In the entries below, how many lines include "graph"? Reply with the number and nothing more.
═══ Input material ═══
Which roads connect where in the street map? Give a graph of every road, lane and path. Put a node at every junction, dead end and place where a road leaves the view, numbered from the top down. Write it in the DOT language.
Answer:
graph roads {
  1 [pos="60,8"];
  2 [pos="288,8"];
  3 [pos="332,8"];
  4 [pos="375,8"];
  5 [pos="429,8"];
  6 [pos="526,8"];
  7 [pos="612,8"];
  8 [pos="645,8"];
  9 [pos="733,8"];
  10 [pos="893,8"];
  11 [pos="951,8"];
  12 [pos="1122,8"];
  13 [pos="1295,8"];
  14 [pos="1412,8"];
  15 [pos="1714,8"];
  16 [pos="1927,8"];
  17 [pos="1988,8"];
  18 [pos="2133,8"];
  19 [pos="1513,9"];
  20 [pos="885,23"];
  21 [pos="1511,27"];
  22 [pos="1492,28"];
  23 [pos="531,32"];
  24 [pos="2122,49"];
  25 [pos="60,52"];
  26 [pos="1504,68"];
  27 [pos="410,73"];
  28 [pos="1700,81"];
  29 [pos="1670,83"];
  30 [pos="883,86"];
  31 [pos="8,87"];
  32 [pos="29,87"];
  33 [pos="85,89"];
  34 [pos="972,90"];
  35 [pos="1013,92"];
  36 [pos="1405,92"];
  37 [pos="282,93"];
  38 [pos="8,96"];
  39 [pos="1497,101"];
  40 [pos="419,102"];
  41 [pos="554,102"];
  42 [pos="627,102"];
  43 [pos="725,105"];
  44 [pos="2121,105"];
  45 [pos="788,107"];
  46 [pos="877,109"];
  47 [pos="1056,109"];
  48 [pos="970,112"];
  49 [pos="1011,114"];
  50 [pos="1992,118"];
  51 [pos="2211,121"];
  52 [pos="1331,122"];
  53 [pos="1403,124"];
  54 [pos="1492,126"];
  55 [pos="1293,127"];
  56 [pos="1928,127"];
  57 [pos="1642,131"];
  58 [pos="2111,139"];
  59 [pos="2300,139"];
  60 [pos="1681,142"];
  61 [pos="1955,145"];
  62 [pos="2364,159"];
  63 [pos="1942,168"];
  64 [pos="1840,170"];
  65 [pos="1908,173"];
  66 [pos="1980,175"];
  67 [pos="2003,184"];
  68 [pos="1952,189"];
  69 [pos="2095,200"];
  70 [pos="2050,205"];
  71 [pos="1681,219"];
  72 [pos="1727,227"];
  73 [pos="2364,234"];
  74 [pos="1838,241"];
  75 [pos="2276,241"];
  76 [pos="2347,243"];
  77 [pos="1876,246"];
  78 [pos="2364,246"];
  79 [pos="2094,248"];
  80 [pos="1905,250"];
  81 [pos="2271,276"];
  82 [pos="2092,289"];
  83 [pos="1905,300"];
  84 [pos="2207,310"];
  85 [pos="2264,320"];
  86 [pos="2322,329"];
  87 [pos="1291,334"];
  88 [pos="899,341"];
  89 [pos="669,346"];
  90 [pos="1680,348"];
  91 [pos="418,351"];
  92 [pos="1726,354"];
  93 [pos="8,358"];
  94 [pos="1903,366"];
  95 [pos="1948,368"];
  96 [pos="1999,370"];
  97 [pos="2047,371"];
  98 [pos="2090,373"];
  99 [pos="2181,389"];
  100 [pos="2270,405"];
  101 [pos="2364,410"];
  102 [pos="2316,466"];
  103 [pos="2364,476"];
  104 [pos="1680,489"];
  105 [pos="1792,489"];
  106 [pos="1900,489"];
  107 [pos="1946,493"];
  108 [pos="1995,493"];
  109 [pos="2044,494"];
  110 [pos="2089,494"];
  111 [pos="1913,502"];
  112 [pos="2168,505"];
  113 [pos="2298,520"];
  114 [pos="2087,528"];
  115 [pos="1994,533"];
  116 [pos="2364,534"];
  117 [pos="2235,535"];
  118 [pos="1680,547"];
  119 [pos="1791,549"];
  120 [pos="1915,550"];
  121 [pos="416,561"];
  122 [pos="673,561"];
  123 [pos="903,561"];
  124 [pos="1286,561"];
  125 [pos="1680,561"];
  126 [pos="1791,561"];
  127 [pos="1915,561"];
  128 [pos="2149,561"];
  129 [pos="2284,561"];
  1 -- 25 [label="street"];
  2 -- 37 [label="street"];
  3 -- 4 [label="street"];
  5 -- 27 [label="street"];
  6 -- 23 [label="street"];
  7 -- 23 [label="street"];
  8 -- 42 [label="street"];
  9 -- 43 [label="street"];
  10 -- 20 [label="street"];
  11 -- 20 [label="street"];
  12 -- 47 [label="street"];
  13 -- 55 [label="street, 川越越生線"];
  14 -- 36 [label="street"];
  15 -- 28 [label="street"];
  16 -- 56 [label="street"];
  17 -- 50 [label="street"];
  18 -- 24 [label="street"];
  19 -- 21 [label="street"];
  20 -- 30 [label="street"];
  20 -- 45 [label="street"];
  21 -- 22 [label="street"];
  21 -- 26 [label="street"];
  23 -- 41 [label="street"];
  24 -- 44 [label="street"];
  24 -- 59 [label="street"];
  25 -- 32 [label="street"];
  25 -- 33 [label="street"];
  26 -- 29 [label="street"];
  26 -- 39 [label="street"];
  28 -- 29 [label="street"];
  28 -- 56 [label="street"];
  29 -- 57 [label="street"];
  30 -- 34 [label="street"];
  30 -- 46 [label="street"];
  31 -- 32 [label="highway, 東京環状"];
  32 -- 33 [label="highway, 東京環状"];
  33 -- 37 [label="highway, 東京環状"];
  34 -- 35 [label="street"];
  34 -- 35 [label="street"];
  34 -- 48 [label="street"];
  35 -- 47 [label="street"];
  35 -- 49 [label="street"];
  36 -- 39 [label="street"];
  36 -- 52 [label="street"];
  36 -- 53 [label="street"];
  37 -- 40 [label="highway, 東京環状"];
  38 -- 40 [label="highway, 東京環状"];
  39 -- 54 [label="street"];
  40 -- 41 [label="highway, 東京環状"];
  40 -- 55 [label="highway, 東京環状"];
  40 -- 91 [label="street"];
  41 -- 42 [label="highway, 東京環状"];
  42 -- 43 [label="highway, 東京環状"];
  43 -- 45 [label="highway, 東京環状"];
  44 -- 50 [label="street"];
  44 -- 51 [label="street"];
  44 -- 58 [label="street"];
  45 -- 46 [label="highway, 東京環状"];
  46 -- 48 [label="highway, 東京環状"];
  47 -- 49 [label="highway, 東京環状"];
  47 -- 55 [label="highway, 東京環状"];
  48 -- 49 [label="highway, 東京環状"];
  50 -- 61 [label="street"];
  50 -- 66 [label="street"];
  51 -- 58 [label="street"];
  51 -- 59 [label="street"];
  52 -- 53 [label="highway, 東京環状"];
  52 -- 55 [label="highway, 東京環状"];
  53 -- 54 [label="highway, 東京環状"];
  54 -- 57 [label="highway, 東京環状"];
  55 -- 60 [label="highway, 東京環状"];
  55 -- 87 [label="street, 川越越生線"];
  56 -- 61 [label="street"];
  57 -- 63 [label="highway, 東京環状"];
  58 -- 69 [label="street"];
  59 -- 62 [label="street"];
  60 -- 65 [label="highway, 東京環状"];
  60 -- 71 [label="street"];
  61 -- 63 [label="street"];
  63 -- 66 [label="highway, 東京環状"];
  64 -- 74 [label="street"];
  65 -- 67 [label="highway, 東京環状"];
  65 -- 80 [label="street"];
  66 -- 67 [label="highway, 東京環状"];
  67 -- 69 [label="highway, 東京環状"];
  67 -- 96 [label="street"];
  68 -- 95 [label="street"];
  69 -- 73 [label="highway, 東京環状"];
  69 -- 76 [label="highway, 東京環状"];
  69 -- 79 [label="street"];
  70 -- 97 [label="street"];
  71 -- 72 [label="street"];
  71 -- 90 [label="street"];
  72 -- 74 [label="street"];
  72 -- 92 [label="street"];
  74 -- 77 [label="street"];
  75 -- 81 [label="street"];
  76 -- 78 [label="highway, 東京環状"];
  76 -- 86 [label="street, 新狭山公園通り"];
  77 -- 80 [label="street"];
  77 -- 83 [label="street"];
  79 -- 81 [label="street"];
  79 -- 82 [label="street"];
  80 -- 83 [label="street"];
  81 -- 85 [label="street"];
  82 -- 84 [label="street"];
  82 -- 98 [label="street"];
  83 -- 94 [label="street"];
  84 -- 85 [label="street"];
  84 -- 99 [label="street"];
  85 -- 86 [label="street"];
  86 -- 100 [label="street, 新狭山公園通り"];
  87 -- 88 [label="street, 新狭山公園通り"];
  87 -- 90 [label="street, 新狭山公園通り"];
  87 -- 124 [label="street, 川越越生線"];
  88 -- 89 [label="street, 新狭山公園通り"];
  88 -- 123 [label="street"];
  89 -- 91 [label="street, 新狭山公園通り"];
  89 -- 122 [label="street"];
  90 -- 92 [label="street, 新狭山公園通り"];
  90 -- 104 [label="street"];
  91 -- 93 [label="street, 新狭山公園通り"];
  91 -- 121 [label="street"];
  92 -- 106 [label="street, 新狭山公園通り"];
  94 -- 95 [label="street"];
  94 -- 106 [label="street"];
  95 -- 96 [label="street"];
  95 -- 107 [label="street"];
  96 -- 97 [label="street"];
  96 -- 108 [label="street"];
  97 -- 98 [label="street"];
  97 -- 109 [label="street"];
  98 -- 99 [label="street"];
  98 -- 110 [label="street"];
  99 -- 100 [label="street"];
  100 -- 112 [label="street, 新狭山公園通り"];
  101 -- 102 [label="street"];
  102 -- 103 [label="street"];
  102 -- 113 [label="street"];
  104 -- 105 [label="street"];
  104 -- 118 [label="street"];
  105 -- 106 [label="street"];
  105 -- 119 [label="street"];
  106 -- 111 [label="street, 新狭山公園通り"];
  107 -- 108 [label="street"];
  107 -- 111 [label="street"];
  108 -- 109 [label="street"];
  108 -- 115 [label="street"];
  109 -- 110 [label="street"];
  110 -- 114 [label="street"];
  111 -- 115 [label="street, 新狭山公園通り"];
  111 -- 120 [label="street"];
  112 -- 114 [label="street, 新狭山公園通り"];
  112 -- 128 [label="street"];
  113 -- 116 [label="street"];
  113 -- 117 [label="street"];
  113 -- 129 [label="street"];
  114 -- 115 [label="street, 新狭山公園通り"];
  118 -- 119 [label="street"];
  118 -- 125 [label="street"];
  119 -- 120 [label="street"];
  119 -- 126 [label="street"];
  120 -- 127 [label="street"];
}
═══
## Output below
2